Emma Gonzalez, a student from Marjory Stoneman Douglas High School, where the shooting took place, called out Trump during an impassioned speech at a pro-gun control rally Saturday in Fort Lauderdale, roughly 40 miles from where the president is spending the holiday weekend.
“If the president wants to come up to me and tell me to my face that it was a terrible tragedy and how it should never have happened, and maintain telling us how nothing is going to be done about it, I’m going to happily ask him how much money he received from the National Rifle Association,” Gonzalez said. “I already know — $30 million.”
Trump visited injured victims and their families on Friday at a nearby hospital and also met with first responders and law enforcement officers to thank them, but he made no mention of new gun laws during his visit.

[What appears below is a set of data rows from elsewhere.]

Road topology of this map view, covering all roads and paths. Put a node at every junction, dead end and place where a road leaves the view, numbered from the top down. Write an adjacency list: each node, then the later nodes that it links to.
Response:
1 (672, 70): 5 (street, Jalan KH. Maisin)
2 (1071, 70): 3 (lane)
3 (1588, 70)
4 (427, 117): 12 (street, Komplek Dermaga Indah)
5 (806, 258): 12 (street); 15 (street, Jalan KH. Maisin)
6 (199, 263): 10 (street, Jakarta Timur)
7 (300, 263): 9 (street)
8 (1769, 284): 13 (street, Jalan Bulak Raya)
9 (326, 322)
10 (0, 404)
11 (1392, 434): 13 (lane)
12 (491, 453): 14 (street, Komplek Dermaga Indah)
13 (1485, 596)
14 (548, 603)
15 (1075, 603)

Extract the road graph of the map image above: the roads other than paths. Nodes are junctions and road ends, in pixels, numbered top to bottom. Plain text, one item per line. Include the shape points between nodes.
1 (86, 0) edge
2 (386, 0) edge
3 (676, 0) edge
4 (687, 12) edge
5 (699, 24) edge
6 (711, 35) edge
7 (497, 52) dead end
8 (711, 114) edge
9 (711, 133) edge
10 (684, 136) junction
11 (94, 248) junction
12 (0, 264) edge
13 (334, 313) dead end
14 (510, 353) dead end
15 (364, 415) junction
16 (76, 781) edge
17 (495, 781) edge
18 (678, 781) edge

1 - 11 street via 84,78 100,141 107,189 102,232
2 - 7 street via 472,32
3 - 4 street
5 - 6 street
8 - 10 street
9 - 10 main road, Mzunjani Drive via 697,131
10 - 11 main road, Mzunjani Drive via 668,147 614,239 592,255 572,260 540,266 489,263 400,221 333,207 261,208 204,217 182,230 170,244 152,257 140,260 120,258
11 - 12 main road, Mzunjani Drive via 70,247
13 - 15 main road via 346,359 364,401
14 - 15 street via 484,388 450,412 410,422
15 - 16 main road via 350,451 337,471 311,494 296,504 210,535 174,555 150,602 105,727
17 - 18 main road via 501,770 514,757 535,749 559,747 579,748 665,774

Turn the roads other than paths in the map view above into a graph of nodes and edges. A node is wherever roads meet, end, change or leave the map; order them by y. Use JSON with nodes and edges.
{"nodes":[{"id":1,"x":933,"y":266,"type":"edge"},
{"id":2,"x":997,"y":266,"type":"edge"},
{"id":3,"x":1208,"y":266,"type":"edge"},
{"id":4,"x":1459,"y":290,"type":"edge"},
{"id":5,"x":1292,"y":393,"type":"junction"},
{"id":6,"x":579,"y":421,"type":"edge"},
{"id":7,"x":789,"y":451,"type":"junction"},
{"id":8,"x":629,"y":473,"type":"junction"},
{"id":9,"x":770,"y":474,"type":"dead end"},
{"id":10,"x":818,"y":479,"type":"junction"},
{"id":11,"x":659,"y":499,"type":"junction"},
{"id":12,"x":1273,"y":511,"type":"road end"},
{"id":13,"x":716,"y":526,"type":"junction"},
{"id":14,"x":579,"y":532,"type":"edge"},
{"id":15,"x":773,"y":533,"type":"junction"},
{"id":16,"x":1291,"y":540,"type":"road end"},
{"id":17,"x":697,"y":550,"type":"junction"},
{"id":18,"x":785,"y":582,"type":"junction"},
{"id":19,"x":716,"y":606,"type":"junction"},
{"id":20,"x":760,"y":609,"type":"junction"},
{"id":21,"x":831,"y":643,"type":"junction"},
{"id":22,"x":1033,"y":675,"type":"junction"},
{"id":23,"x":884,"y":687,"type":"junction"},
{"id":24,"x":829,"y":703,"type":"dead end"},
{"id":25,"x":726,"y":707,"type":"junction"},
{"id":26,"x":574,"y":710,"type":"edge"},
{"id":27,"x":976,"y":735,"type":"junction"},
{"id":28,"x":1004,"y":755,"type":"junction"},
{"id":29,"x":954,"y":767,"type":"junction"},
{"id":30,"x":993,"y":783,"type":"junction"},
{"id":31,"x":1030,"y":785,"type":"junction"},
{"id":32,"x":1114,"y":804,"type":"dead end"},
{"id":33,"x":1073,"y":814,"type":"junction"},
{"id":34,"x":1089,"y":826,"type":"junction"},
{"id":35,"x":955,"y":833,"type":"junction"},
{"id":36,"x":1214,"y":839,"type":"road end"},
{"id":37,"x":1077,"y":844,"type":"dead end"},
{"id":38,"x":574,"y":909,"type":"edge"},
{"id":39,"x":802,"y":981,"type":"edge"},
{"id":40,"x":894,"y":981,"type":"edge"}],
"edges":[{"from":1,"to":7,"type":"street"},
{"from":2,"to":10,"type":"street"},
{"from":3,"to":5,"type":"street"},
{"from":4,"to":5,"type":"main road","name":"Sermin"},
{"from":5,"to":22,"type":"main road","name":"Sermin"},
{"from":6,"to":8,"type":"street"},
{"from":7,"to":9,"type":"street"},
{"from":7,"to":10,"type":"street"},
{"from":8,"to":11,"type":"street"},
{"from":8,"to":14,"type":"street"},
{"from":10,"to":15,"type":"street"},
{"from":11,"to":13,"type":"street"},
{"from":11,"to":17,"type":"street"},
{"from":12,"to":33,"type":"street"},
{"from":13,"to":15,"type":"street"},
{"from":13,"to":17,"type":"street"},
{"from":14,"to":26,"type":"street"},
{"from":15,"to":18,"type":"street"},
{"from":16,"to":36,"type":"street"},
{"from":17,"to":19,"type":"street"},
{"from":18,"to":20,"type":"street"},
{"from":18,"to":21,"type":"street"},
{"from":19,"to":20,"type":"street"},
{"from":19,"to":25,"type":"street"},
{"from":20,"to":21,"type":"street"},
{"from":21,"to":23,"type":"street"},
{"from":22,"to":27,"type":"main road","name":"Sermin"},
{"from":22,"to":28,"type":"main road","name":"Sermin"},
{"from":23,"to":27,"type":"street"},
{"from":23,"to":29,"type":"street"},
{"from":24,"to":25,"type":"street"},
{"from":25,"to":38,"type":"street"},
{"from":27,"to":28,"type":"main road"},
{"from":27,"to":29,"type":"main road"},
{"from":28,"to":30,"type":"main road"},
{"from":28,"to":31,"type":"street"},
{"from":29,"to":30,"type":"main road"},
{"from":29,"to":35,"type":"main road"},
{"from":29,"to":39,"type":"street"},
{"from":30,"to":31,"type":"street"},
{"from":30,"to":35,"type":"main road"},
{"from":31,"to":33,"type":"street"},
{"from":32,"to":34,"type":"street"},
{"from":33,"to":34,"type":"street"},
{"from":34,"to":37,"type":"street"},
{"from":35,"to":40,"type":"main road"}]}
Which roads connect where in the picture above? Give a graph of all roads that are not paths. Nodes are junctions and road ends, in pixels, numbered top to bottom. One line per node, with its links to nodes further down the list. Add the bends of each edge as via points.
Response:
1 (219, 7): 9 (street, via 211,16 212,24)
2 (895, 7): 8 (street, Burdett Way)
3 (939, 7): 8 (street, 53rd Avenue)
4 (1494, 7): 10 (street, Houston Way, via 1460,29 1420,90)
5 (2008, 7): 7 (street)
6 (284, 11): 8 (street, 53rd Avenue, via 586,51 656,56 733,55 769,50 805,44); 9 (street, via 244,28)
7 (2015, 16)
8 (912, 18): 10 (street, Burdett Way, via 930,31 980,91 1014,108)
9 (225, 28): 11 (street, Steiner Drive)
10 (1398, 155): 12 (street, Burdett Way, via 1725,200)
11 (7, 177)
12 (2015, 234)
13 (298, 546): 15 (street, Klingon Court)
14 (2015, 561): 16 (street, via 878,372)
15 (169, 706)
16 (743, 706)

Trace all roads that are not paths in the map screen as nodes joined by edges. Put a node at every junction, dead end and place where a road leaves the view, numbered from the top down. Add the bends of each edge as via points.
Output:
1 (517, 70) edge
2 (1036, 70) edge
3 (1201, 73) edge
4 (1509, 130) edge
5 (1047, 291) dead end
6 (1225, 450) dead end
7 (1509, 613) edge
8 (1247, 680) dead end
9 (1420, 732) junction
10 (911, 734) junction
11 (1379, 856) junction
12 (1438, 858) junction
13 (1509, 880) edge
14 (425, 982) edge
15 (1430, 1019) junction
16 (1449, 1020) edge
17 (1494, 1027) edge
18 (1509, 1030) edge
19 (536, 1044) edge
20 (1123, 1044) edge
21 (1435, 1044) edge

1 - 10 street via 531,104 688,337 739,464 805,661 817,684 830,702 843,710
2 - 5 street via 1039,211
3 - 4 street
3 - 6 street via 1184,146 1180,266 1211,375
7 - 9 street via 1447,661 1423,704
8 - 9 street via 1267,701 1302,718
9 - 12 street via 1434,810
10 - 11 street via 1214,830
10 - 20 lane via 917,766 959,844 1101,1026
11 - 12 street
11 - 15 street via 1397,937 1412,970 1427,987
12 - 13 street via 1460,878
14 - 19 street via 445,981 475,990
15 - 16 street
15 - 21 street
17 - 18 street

The president criticized former President Obama and Democrats for not tightening the nation’s gun laws when they were in power.
“Just like they don’t want to solve the DACA problem, why didn’t the Democrats pass gun control legislation when they had both the House & Senate during the Obama Administration. Because they didn’t want to, and now they just talk!” Trump tweeted Saturday.
Trump, however, has focused much of his public comments over the weekend on the new indictments in special counsel Robert Mueller’s investigation into Russia’s election interference.
In one tweet, he said the FBI missed signs about the suspected gunman’s troubled past because it is “spending too much time trying to prove Russian collusion with the Trump campaign – there is no collusion.”
The comment drew widespread criticism from Democrats and Republicans.